## Collected data entries:
[Start of Attachment]

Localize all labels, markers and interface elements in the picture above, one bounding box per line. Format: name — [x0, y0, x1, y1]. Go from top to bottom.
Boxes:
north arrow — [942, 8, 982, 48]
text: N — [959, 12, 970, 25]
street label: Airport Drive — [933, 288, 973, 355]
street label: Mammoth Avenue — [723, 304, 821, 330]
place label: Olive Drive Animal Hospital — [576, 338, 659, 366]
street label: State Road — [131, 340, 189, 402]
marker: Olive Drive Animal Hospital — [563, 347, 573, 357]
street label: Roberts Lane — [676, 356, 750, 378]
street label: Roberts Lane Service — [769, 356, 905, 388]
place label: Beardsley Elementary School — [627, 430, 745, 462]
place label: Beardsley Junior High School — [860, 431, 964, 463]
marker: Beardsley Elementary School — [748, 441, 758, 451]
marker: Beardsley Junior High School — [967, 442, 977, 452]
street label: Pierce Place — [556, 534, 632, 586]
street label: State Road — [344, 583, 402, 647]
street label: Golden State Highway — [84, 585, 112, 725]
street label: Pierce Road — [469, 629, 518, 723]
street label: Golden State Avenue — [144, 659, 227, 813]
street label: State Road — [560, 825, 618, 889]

[End of Attachment]

## What the task asks:
Can you give every line above again, exactly as written?

## Task answer:
Localize all labels, markers and interface elements in the picture above, one bounding box per line. Format: name — [x0, y0, x1, y1]. Go from top to bottom.
Boxes:
north arrow — [942, 8, 982, 48]
text: N — [959, 12, 970, 25]
street label: Airport Drive — [933, 288, 973, 355]
street label: Mammoth Avenue — [723, 304, 821, 330]
place label: Olive Drive Animal Hospital — [576, 338, 659, 366]
street label: State Road — [131, 340, 189, 402]
marker: Olive Drive Animal Hospital — [563, 347, 573, 357]
street label: Roberts Lane — [676, 356, 750, 378]
street label: Roberts Lane Service — [769, 356, 905, 388]
place label: Beardsley Elementary School — [627, 430, 745, 462]
place label: Beardsley Junior High School — [860, 431, 964, 463]
marker: Beardsley Elementary School — [748, 441, 758, 451]
marker: Beardsley Junior High School — [967, 442, 977, 452]
street label: Pierce Place — [556, 534, 632, 586]
street label: State Road — [344, 583, 402, 647]
street label: Golden State Highway — [84, 585, 112, 725]
street label: Pierce Road — [469, 629, 518, 723]
street label: Golden State Avenue — [144, 659, 227, 813]
street label: State Road — [560, 825, 618, 889]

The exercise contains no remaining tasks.